The Philippines is also a place where a third major telecom player is expected to enter the market after a bidding before the National Telecommunications Commission (NTC) that has been criticized by parties who expressed concern that the winning consortium led by Misaltel, which also includes People’s Republic of China’s state-owned China Telecom, may open the country to digital intrusions by China.

Those concerns are plausible, especially when one looks at the Chinese government’s occupation of reefs and atolls in the Spratly islands in the West Philippine Sea and the South China that are claimed by other countries, including the Philippines.

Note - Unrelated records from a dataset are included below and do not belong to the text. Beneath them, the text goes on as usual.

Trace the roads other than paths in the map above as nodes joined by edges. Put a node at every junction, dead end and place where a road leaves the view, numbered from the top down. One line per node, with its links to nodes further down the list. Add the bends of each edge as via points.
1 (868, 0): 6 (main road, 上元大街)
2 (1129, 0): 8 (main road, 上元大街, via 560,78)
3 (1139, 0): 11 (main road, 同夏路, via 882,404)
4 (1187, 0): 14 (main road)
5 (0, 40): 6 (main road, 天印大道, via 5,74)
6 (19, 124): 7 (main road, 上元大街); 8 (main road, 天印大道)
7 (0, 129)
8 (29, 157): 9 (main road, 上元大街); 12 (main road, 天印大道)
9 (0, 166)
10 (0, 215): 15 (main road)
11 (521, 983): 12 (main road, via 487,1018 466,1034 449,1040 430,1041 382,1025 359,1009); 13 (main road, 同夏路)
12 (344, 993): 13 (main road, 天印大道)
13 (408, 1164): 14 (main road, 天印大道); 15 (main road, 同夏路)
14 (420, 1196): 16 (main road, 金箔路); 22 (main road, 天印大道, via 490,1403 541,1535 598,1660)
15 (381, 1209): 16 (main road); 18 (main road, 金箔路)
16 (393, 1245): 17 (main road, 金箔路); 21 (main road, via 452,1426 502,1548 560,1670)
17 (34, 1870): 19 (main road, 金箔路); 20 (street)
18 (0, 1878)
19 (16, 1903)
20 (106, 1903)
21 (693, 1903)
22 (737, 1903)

No matter how “pure” a concept is—like mobile number potability—that purity will lose potency when human elements (particularly politics, international or local) enter the picture. So, let’s look at what MNP is all about.

The Bicameral Conference Committee is unifying Senate Bill 1636 (“Lifetime Cellphone Number Act) and House Bill 7652 (Mobile Number Portability Bill)—both measures that seek to make mobile number portability a reality in the Philippines.


First of all, the prefix numbers that signify which carrier provides your mobile communications and internet services is not the property of the telecommunication company you’re subscribed to—be that for your post-paid or pre-paid plans. “The prefixes,” Manila Bulletin columnist, tech blogger and internet rights advocate Tonyo Cruz said, “are owned by the Republic of the Philippines, and assigned by NTC,” which assigns these prefixes to the telcos that provide your mobile phone services.

The first thing MNP implementation in the Philippines will do is make it possible for each mobile subscriber to take their existing mobile numbers with them, numeric prefix and all, when they switch telco subscriptions, regardless of whether they are post-paid or pre-paid plan subscribers.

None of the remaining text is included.